**WORK INSTRUCTIONS**
Pictures aside, return all of the records exactly as they stand.

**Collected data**

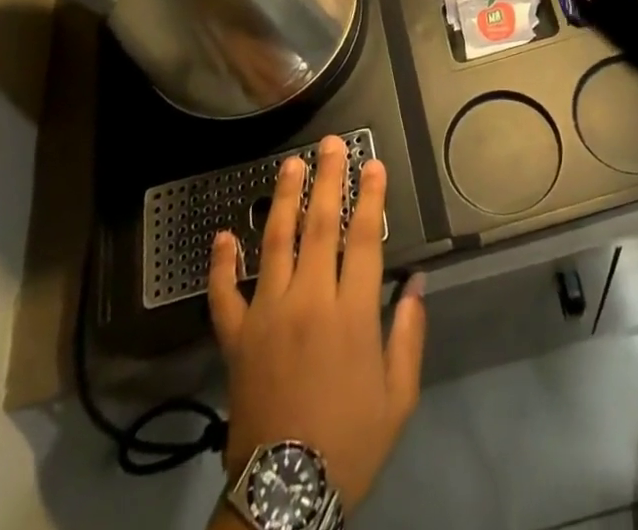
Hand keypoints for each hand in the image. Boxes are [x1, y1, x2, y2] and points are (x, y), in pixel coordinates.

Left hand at [208, 135, 426, 518]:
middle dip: (328, 179)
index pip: (364, 238)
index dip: (371, 196)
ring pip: (275, 242)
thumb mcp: (398, 397)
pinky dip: (221, 263)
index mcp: (352, 314)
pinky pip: (224, 294)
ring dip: (283, 198)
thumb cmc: (351, 443)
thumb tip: (416, 281)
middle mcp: (308, 301)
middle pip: (320, 225)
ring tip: (290, 164)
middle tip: (331, 144)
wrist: (286, 497)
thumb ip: (409, 333)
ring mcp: (267, 315)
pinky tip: (223, 234)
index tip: (373, 164)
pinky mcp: (235, 337)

**EXPECTED OUTPUT**
Hand keypoints for each hand in the image. Boxes are [x1, y1, x2, y2] and points are (x, y), in pixel coordinates.

Left hand at [208, 135, 426, 518]:
middle dip: (328, 179)
index pip: (364, 238)
index dip: (371, 196)
ring pip: (275, 242)
thumb mcp: (398, 397)
pinky dip: (221, 263)
index mcp: (352, 314)
pinky pip: (224, 294)
ring dip: (283, 198)
thumb cmc: (351, 443)
thumb tip: (416, 281)
middle mcp: (308, 301)
middle pip: (320, 225)
ring tip: (290, 164)
middle tip: (331, 144)
wrist: (286, 497)
thumb ip: (409, 333)
ring mcp: (267, 315)
pinky tip: (223, 234)
index tip: (373, 164)
pinky mcp: (235, 337)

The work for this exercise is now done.